Go-ahead for cattle TB vaccine trials as strategy shifts from badger culls
Field trials will get under way in England and Wales as part of efforts to deploy a vaccine in herds by 2025.
Field trials of a cattle vaccine for bovine tuberculosis (TB) have been given the go-ahead as part of moves to phase out badger culling to tackle the disease.
The trials are set to get under way in England and Wales to accelerate deployment of a cattle vaccine for TB by 2025, the Government announced.
It is part of a shift in strategy to phase out intensive culling of badgers, a protected species which can transmit the disease to livestock, and has been made possible by a breakthrough by the Animal and Plant Health Agency (APHA).
Previously it was not possible to vaccinate cattle as tests for the disease could not differentiate between vaccinated animals and those which had bovine TB.
But an effective “Diva” test which can differentiate between infected and vaccinated animals has been developed, and will be tested alongside the BCG vaccine in field trials.
The field trials have been given the green light by the Veterinary Medicines Directorate, and will take place in two phases, with the second dependent on the outcome of the first.
The first will establish the Diva skin test’s specificity – how likely it is to correctly give a negative result for uninfected animals – and its safety in around 300 unvaccinated animals from five TB-free herds in England and Wales.
Phase two will establish the safety of the vaccine and the Diva test in vaccinated cattle and the specificity of the Diva test in around 2,000 cattle, 1,000 of which will be vaccinated and the other half used as a control.
Environment Secretary George Eustice said: “Bovine TB is a slow-moving and insidious disease which can cause considerable trauma for farmers as they suffer the loss of highly prized animals and valued herds.
“This scientific breakthrough is a major step forwards in our battle to see the disease eradicated from this country.
“As wider preventative measures like cattle vaccines are introduced, we will accelerate other elements of our strategy and start to phase out badger culling, as no one wants to continue the cull of a protected species indefinitely.”
UK chief veterinary officer Christine Middlemiss said: “Whilst there is no single way to combat this damaging and complex disease, cattle vaccination is a potential new tool for our multi-pronged approach to tackle it and importantly prevent it, providing vital support to our farming communities.”
Other measures in the new strategy to tackle bovine TB, which leads to the slaughter of 40,000 animals a year, include improving the cattle testing regime and vaccinating more badgers.
A cattle vaccine could spell the beginning of the end of the controversial policy of intensive badger culling, which farmers have said is necessary to control the disease that devastates the beef and dairy industries.

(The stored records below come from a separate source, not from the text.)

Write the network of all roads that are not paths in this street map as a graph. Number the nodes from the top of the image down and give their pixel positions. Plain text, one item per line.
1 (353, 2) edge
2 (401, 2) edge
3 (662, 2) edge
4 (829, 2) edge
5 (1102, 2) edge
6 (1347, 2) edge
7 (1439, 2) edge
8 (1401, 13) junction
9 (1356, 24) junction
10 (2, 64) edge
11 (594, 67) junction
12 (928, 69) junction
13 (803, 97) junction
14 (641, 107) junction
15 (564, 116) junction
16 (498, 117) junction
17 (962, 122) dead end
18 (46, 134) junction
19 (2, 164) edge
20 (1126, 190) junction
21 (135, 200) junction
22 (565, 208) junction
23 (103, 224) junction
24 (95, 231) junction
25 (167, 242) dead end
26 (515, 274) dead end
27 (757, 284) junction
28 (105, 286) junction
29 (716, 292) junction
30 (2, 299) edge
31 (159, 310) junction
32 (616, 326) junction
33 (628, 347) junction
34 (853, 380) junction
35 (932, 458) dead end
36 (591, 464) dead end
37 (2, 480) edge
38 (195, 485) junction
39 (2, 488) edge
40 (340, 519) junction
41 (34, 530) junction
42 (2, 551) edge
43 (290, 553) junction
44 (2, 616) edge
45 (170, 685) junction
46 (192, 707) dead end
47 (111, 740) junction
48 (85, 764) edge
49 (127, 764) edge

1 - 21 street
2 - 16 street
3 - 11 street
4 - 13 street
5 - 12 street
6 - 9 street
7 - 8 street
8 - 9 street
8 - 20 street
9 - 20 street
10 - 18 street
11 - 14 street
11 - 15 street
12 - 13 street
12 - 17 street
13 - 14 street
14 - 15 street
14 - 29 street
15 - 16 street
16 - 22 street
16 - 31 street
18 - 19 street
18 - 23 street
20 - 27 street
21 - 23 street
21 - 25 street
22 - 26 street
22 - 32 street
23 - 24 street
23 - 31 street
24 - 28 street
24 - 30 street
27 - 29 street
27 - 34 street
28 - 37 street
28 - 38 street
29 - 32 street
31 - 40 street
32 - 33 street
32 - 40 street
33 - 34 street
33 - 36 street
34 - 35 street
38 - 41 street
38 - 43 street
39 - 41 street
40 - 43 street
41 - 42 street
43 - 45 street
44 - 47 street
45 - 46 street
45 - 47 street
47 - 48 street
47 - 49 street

Despite opposition from wildlife and animal welfare groups, which said culling is inhumane and ineffective, the cull has been rolled out to 40 areas of England.
Professor Lord John Krebs, who wrote a key report on badgers and TB in 1997, said that if the vaccine and Diva test are effective it “will be a major breakthrough for TB control”.
“A vaccine would end the need for badger culling,” he said.